[PROBLEM REQUIREMENTS]
Exactly those lines from the one with "Digitize the connectivity" through the end of the listing below must be returned, and nothing else.

=== SUPPLIED MATERIAL ===

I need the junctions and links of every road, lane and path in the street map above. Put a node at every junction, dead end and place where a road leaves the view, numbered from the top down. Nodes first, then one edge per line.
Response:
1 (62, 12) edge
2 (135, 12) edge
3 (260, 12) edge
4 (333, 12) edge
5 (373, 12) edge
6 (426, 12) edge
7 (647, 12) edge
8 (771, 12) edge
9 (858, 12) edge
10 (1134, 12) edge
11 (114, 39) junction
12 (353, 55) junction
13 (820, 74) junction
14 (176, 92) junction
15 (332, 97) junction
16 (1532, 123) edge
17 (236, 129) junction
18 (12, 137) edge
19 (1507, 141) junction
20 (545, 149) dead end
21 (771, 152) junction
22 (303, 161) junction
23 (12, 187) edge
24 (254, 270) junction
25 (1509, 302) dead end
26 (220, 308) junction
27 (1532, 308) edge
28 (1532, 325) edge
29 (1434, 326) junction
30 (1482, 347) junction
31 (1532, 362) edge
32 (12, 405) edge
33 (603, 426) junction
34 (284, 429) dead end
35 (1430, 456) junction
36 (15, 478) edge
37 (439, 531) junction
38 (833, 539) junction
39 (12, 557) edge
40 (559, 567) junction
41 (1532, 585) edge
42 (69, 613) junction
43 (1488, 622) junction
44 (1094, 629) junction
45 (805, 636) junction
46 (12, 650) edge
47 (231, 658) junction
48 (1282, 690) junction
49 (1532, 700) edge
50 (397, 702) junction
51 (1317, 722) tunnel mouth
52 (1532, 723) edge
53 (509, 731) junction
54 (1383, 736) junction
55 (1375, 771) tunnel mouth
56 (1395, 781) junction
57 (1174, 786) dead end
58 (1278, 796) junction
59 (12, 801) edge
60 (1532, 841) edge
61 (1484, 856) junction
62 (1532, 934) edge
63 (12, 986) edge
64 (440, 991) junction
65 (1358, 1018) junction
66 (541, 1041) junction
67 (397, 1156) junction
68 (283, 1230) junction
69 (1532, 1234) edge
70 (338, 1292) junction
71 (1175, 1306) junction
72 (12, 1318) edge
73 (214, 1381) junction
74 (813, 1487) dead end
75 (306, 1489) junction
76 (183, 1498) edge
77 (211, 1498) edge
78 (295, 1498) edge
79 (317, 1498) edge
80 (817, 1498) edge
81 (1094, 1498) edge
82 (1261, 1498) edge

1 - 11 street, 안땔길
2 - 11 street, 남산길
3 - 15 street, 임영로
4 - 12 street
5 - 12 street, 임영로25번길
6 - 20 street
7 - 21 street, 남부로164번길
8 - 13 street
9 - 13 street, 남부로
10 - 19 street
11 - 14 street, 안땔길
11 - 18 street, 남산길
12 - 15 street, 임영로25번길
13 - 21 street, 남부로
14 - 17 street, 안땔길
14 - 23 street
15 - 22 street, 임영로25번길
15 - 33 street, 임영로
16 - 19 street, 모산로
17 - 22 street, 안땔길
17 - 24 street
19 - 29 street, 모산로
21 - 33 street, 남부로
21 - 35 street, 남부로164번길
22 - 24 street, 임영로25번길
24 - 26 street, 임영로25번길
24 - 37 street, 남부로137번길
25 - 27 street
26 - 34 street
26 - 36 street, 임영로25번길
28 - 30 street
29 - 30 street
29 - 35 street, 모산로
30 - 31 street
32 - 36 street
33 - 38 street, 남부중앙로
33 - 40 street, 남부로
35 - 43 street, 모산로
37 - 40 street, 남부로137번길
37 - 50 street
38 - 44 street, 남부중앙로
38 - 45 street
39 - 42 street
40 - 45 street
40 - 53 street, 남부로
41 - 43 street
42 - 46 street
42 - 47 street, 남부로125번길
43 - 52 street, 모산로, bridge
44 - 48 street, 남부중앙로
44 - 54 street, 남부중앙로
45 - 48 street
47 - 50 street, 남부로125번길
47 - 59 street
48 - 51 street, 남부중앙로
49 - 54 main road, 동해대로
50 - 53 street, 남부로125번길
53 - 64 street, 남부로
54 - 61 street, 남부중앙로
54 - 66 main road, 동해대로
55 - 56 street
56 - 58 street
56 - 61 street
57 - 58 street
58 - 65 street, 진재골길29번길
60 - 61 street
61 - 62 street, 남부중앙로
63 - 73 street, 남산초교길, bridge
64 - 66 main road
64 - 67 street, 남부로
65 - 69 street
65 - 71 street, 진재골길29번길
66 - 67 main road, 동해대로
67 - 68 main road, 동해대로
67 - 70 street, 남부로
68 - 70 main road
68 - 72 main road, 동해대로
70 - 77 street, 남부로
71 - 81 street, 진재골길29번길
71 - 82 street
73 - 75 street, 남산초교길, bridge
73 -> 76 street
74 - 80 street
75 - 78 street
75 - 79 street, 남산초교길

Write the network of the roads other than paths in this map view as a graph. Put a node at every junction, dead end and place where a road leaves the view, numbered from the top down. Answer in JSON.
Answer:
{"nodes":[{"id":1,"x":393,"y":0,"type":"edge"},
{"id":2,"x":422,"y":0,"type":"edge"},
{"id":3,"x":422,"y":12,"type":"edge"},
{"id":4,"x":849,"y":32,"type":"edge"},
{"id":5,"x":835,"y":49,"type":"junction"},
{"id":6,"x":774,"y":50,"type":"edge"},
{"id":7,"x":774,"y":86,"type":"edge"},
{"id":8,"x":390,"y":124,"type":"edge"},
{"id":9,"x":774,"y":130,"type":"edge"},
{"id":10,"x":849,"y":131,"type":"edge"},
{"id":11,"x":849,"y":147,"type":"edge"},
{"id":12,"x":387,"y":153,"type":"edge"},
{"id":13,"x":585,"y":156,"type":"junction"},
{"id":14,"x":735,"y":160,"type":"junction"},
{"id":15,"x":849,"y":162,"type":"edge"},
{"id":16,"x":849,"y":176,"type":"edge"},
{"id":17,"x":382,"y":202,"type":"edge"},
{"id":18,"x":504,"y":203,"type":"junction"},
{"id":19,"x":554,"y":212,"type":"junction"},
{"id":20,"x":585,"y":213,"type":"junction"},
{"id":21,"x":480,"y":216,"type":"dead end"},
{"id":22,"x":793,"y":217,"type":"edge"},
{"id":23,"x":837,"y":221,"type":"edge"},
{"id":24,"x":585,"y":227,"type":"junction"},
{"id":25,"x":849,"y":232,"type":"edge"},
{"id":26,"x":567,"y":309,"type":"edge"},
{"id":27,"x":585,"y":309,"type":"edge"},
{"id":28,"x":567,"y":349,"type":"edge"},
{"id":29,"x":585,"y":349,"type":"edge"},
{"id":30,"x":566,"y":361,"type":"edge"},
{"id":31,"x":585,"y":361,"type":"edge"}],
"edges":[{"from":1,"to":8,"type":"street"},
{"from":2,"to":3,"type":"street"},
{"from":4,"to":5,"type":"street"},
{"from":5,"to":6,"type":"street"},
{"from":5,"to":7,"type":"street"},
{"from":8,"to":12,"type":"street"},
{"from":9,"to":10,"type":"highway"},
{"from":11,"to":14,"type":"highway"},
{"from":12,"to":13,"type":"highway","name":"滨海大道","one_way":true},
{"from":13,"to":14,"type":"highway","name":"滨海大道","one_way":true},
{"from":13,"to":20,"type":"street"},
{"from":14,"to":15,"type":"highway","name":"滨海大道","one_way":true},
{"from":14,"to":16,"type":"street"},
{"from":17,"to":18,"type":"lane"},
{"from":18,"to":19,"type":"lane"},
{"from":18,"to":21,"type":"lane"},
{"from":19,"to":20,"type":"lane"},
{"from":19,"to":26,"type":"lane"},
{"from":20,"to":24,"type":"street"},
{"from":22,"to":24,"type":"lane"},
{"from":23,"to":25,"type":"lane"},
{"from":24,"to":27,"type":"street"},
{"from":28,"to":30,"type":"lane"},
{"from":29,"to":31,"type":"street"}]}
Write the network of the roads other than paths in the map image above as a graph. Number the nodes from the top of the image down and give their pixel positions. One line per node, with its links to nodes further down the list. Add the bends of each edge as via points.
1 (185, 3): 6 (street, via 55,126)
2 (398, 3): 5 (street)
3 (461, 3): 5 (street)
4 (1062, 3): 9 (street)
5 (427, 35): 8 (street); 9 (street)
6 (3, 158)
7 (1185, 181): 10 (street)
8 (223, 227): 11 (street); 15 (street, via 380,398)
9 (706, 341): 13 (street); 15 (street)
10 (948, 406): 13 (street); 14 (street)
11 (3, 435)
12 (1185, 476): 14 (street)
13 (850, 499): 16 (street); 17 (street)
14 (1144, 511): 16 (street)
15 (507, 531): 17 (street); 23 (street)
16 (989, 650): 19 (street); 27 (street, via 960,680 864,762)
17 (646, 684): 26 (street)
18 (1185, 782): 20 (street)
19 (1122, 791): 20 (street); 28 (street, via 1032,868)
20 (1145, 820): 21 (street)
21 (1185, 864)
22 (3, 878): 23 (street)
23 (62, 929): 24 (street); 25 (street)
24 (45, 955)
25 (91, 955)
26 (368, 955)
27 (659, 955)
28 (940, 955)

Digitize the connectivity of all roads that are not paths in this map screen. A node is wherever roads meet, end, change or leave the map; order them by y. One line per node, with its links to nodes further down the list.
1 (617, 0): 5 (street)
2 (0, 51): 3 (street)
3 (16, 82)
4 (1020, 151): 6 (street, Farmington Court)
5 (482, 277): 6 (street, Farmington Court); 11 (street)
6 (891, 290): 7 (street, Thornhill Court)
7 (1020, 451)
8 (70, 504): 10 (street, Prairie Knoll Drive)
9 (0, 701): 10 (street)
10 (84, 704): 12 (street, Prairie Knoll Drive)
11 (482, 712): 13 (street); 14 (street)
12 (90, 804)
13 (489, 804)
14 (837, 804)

===

[TASK OUTPUT]
Digitize the connectivity of all roads that are not paths in this map screen. A node is wherever roads meet, end, change or leave the map; order them by y. One line per node, with its links to nodes further down the list.
1 (617, 0): 5 (street)
2 (0, 51): 3 (street)
3 (16, 82)
4 (1020, 151): 6 (street, Farmington Court)
5 (482, 277): 6 (street, Farmington Court); 11 (street)
6 (891, 290): 7 (street, Thornhill Court)
7 (1020, 451)
8 (70, 504): 10 (street, Prairie Knoll Drive)
9 (0, 701): 10 (street)
10 (84, 704): 12 (street, Prairie Knoll Drive)
11 (482, 712): 13 (street); 14 (street)
12 (90, 804)
13 (489, 804)
14 (837, 804)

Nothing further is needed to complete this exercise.